The other subject of the pending disciplinary complaint is a domestic disturbance at Gallo’s home in July 2021. Gallo’s then-girlfriend claimed he was abusing her, her children and her dog. Although Gallo was never charged, King launched an investigation due to the involvement of alcohol and children at the scene. Gallo argued that it was impossible to stop his girlfriend from drinking.
In his May testimony, King determined that Gallo’s actions constituted “conduct unbecoming an officer” and accused him of dereliction of duty, falsifying records and violating various policies.

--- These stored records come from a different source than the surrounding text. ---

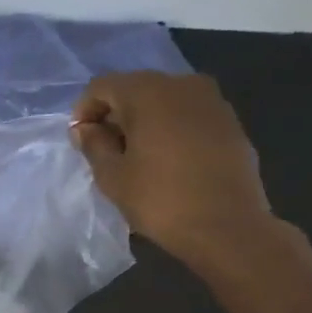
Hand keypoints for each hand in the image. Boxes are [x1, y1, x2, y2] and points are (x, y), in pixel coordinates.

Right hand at [71, 71, 274, 264]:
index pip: (102, 86)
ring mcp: (213, 101)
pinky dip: (170, 128)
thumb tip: (86, 129)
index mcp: (148, 92)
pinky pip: (188, 115)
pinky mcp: (231, 122)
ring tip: (136, 156)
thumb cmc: (161, 200)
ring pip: (164, 100)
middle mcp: (183, 84)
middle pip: (135, 88)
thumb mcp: (112, 176)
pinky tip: (167, 160)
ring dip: (144, 121)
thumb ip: (94, 145)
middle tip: (105, 149)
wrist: (228, 227)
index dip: (84, 111)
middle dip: (115, 114)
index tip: (80, 141)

According to required information submitted to the state’s Peace Officer Standards and Training Commission, Gallo had amassed 11 “sustained” disciplinary complaints, by far the most among Marblehead officers, which had led to multiple suspensions and reprimands during his career of more than 22 years.
Following the public hearing in May, Gallo expressed his desire to clear his name, stating that living in town with the accusations hanging over him had been challenging.
He mentioned he was working in another profession, operating heavy machinery, which he enjoyed and for which he was well compensated. However, he felt he was too young to retire as a police officer.
The Marblehead Current’s associate editor, Leigh Blander, and consulting editor, Kris Olson, contributed reporting.